Configure Generic Input Adapter
- Now find your new app and click on it to open it.
- Click the lock icon () on the top-left to unlock the workflow.
- From the left side menu, under Stores drag a Connection onto the workflow.
- Click on the new node you've dragged on and from the drop-down select your connection
- Regardless of which connection you're using, configuration options are the same.
- Now save the changes by clicking tick () on the right.
- Select the edge of your connection and drag it to From File and snap it into place. This will enable From File for editing.
- Let's configure From File by clicking on it.
- Input is for the configuration of picking up and reading through the files.
- Source Path: Location to the files (e.g. /generic/data/daily_files/)
- Source File pattern
- For daily files, you may have the date at the end of your file name e.g. file_name.*.tsv. Your file extension may be different from our example.
- For static files, then just write the name of your file.
- Text File type is a drop-down, select the option which applies to your data.
- Your selection may change the options available under Events, that's okay we will cover this further down.
- Again Compression Type is also a drop-down, select the option which applies to your data if no compression is being used then select None.
- Now select from the drop-down the Event Data Format, we present the different options please use the ones applicable to your data.
- Ours is delimited, so we will use Delimited.

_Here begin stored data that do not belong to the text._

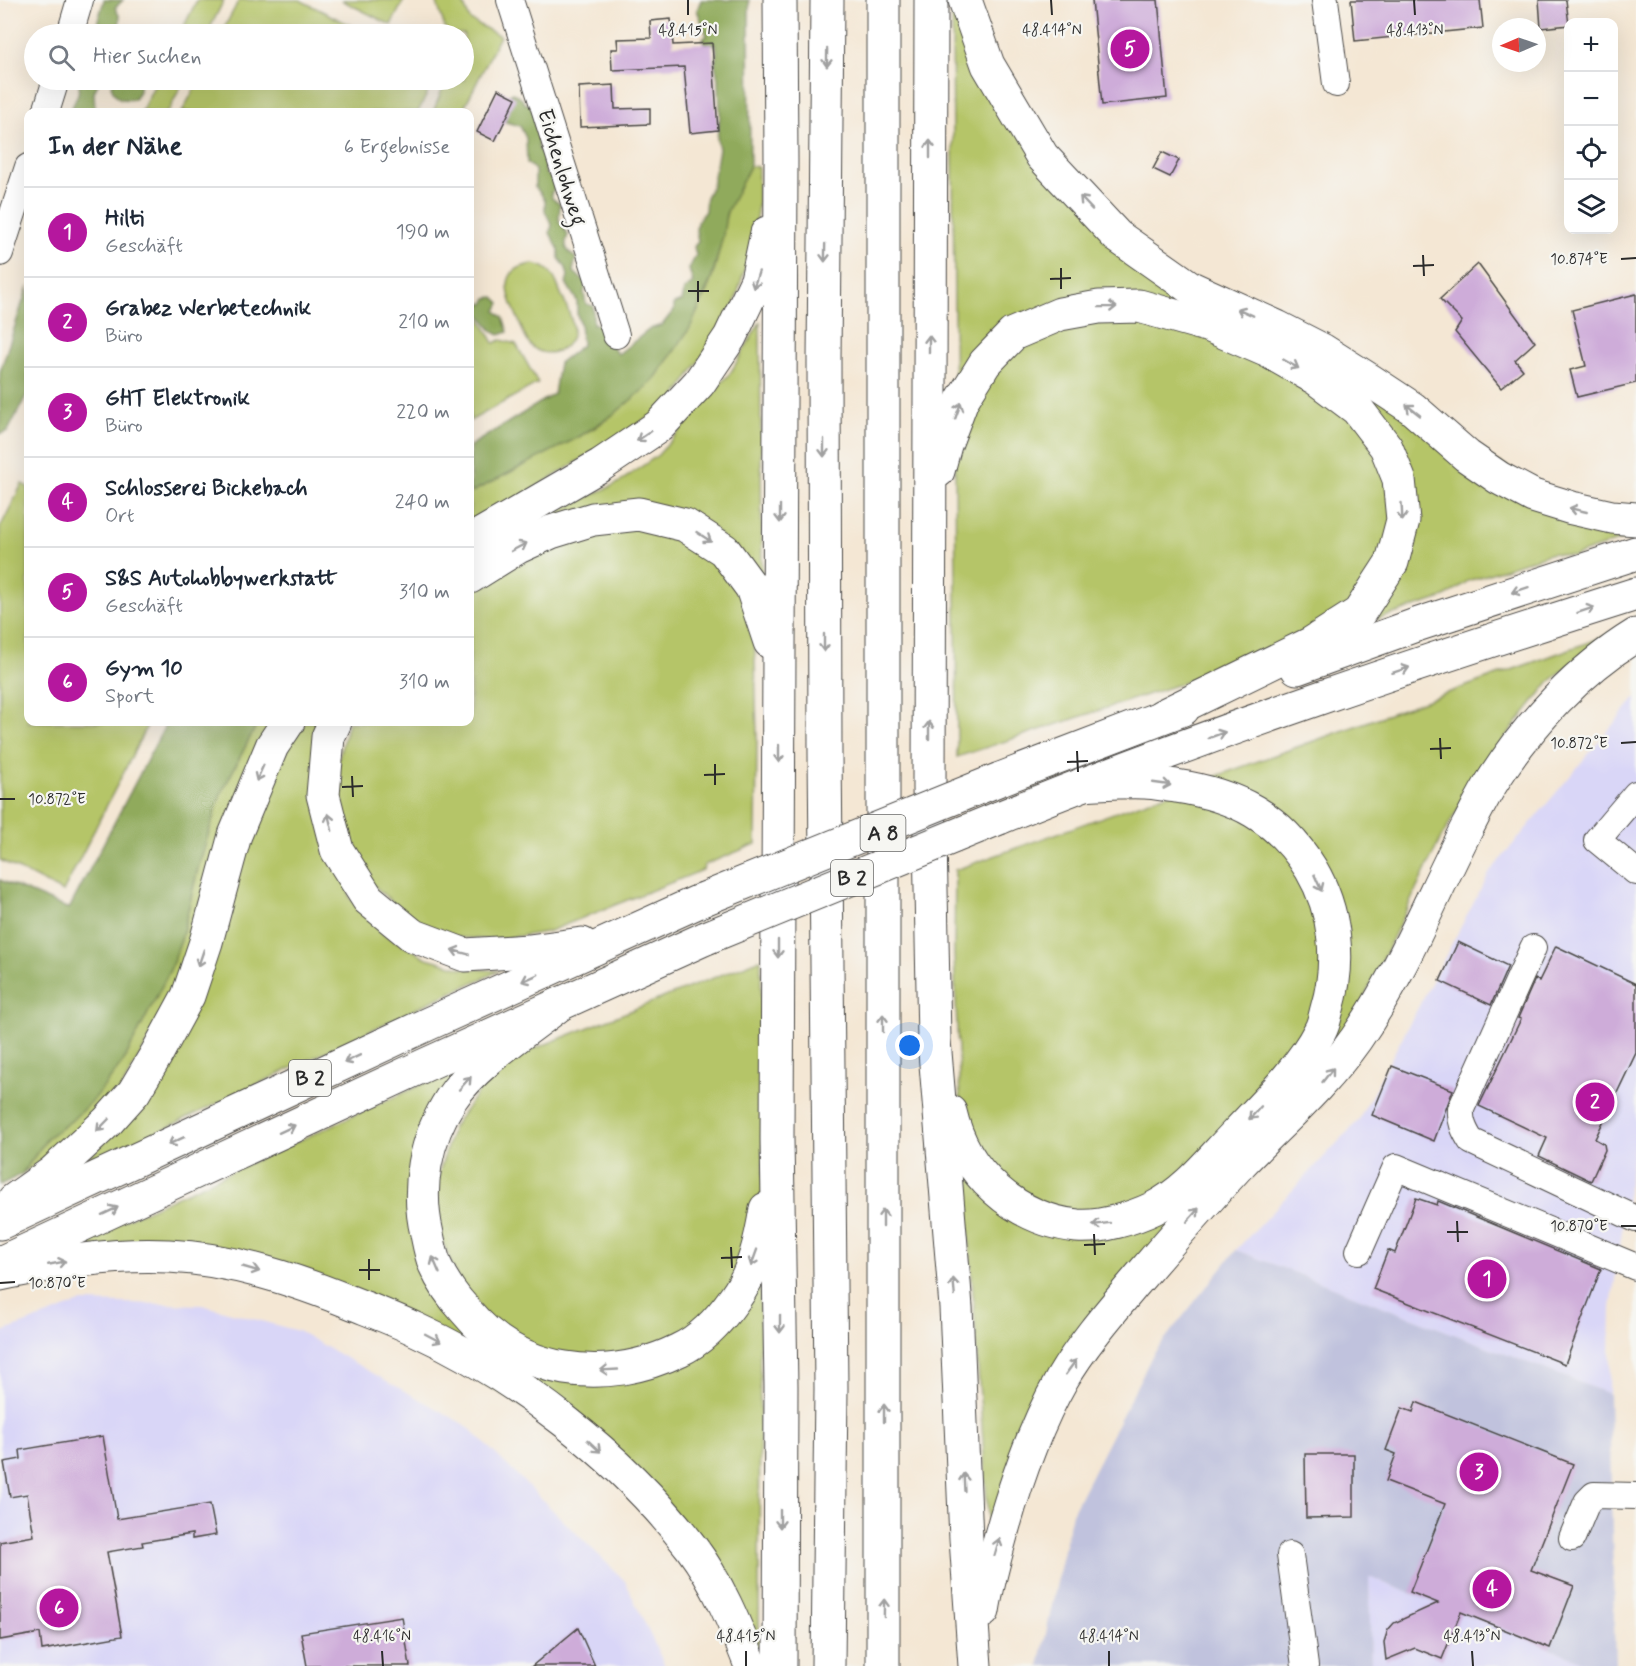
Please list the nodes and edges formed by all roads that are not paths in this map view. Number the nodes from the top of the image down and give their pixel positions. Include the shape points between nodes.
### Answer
1 (80, 0) edge
2 (510, 0) edge
3 (780, 0) edge
4 (827, 0) edge
5 (883, 0) edge
6 (931, 0) edge
7 (965, 0) edge
8 (1325, 0) edge
9 (73, 24) edge
10 (1336, 84) dead end
11 (53, 90) edge
12 (47, 108) edge
13 (782, 161) junction
14 (24, 179) edge
15 (0, 253) edge
16 (616, 335) dead end
17 (928, 507) junction
18 (1636, 519) edge
19 (474, 539) edge
20 (1636, 553) edge
21 (474, 576) edge
22 (1636, 594) edge
23 (1636, 634) edge
24 (779, 696) junction
25 (1162, 716) junction
26 (285, 726) edge
27 (333, 726) edge
28 (1083, 784) junction
29 (1636, 794) edge
30 (1636, 872) edge
31 (622, 938) junction
32 (1533, 948) dead end
33 (560, 1004) junction
34 (934, 1040) junction
35 (777, 1139) junction
36 (0, 1209) edge
37 (1636, 1219) edge
38 (0, 1223) edge
39 (1359, 1251) dead end
40 (0, 1263) edge
41 (1636, 1267) edge
42 (0, 1274) edge
43 (1636, 1496) edge
44 (1572, 1538) dead end
45 (1290, 1555) dead end
46 (751, 1666) edge
47 (780, 1666) edge
48 (828, 1666) edge
49 (883, 1666) edge
50 (975, 1666) edge
51 (1305, 1666) edge

1 - 9 street
2 - 16 street, Eichenlohweg
3 - 13 highway
4 -> 48 highway via 824,373 831,1388
49 -> 5 highway, A 8
17 -> 6 highway
18 -> 7 highway via 1572,508 1533,496 1499,478 1412,408 1371,381 1322,350 1191,288 1117,236 1042,156 988,65
8 - 10 street
11 - 12 street
13 -> 19 highway via 757,280 730,337 699,383 659,426 601,465
13 -> 24 highway
14 - 15 street
17 -> 25 highway via 962,400 985,363 1013,334 1060,314 1099,307 1139,306 1210,326 1268,351 1317,379 1357,409 1386,447 1399,479 1403,520 1392,562 1359,613 1312,643
34 -> 17 highway
20 -> 25 highway via 1413,626
21 -> 24 highway via 529,542 593,519 639,514 685,525 724,550 752,588 769,635
28 -> 22 highway via 1320,697
50 -> 23 highway via 986,1586 1011,1498 1034,1434 1063,1378 1111,1311 1172,1239 1253,1150 1318,1087 1356,1038 1387,988 1492,780 1528,732 1569,687
24 -> 35 highway
25 - 31 highway, B 2, bridge via 704,899
26 -> 36 highway via 272,746 235,836 188,996 156,1055 134,1092 79,1150
31 -> 27 highway via 465,955 412,935 368,899 337,850 323,795 328,737
28 - 33 highway, B 2, bridge via 706,938
28 -> 34 highway via 1145,782 1221,795 1248,807 1284,834 1318,880 1332,919 1336,954 1332,993 1321,1030 1298,1065 1189,1184 1156,1207 1119,1222 1080,1226 1047,1220 1013,1204 983,1178 962,1147 952,1120
29 - 30 street via 1597,840
31 -> 38 highway, B 2
32 - 37 street via 1461,1109 1463,1126 1471,1140
35 -> 33 highway via 763,1229 747,1277 724,1312 697,1338 680,1350 618,1370 558,1367 505,1346 472,1318 435,1265 422,1207 424,1167 438,1125 463,1083
40 -> 33 highway, B 2
50 -> 34 highway via 956,1306
35 -> 47 highway
39 - 41 street via 1396,1167
42 -> 46 highway via 113,1256 171,1256 243,1266 317,1289 416,1329 487,1367 566,1421 640,1488 692,1548 729,1609
43 - 44 street via 1594,1495 1587,1502
45 - 51 street

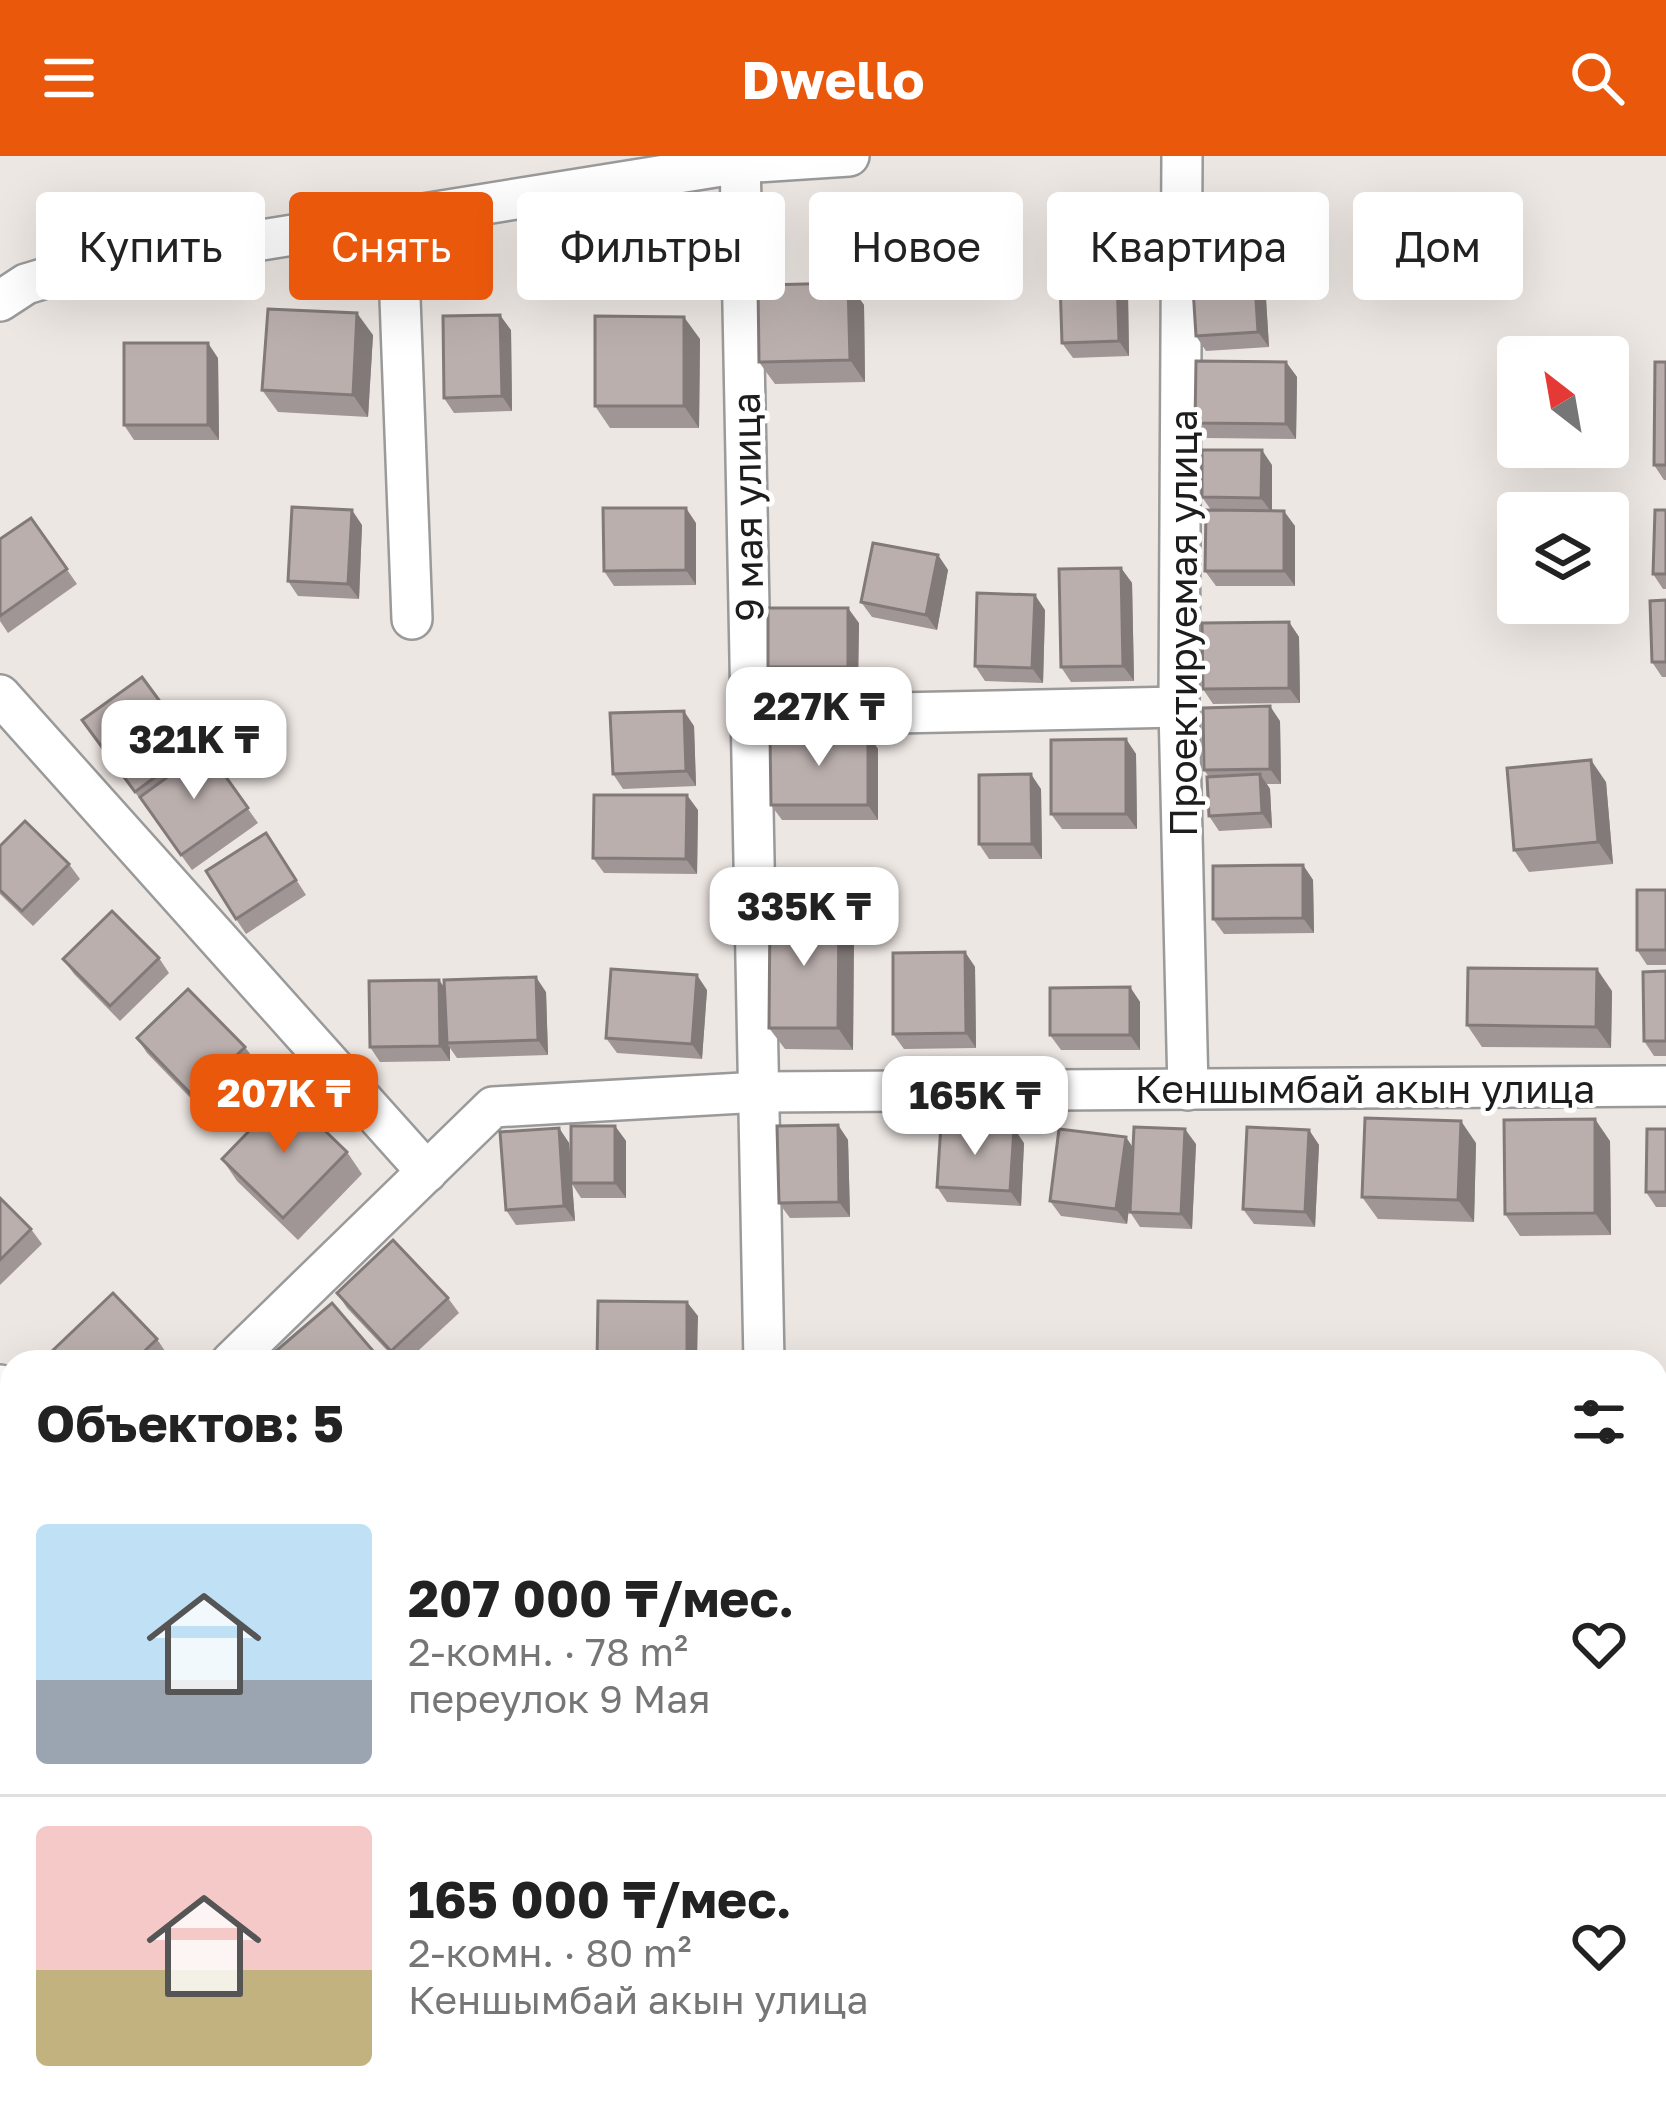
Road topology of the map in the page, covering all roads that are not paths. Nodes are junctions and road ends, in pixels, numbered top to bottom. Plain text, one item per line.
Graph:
1 (849, 156) edge
2 (1182, 156) edge
3 (740, 159) edge
4 (493, 201) edge
5 (289, 235) edge
6 (9, 288) edge
7 (400, 300) edge
8 (412, 619) dead end
9 (0, 695) edge
10 (1179, 706) junction
11 (751, 716) junction
12 (1666, 1086) edge
13 (1188, 1090) junction
14 (760, 1092) junction
15 (427, 1172) junction
16 (244, 1350) edge
17 (764, 1350) edge

1 - 3 street
2 - 10 street, Проектируемая улица
3 - 4 street
3 - 11 street, 9 мая улица
5 - 6 street
7 - 8 street
9 - 15 street
10 - 11 street
10 - 13 street, Проектируемая улица
11 - 14 street, 9 мая улица
12 - 13 street, Кеншымбай акын улица
13 - 14 street, Кеншымбай акын улица
14 - 15 street, Кеншымбай акын улица
14 - 17 street, 9 мая улица
15 - 16 street, Кеншымбай акын улица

- Select field delimiter, ours is ","
- Leave the remaining two as default (Quote Character, Escape Character).
- Select Avro
- Apache Log
- if Apache Log Format: Common, then leave Regex Pattern with the auto-completed text.
- If Apache Log Format: Combined, then leave the Regex Pattern with the auto-completed text
- If Apache Log Format: Custom, then for Regex Pattern you must write your own Regex logic.
- Ours is delimited, so we will use Delimited.
- If your data contains headers, toggle Contains Headers ON.
- Incremental Load is Toggled ON if your data is not daily toggled this OFF.
- If Incremental Load ON, select your Load Type for your data, this will either be Daily or Hourly.
- Date Parsing for this we will need to define the Date Pattern: yyyyMMdd
- For Regex Extraction Type: Regex or Index
- if Regex .*daily_crm(.*).tsv.gz
- Group Number is 1 as we want the first match in the Regex returned.
- if Regex .*daily_crm(.*).tsv.gz
- If Index (select the start and end position where your Date in the file name starts. (Remember index starts from 1).
- Start index: enter your number here
- End Index
- For Regex Extraction Type: Regex or Index
- Under Date Manipulation leave as default
- Now we're finished with Input, from the left side tab select Schema
- You will need to locate your column headers, this may be at the top of your data or in a separate file.
- if in the same file, as your data open your file and copy your column headers, we recommend you sanity check the headings to ensure they are as you expect by pasting them into a text editor first, and once ready copy again.
- Now click on Add Columns and paste in your headers, make sure you select the appropriate delimiter.
- If in a separate file, you have the option to upload your column headers using the Import button or alternatively, you can add them by repeating the previous step.
- Click on the time Source drop-down and select a header from your data.
- Click Time format type and again select from the drop-down, We're using epoch.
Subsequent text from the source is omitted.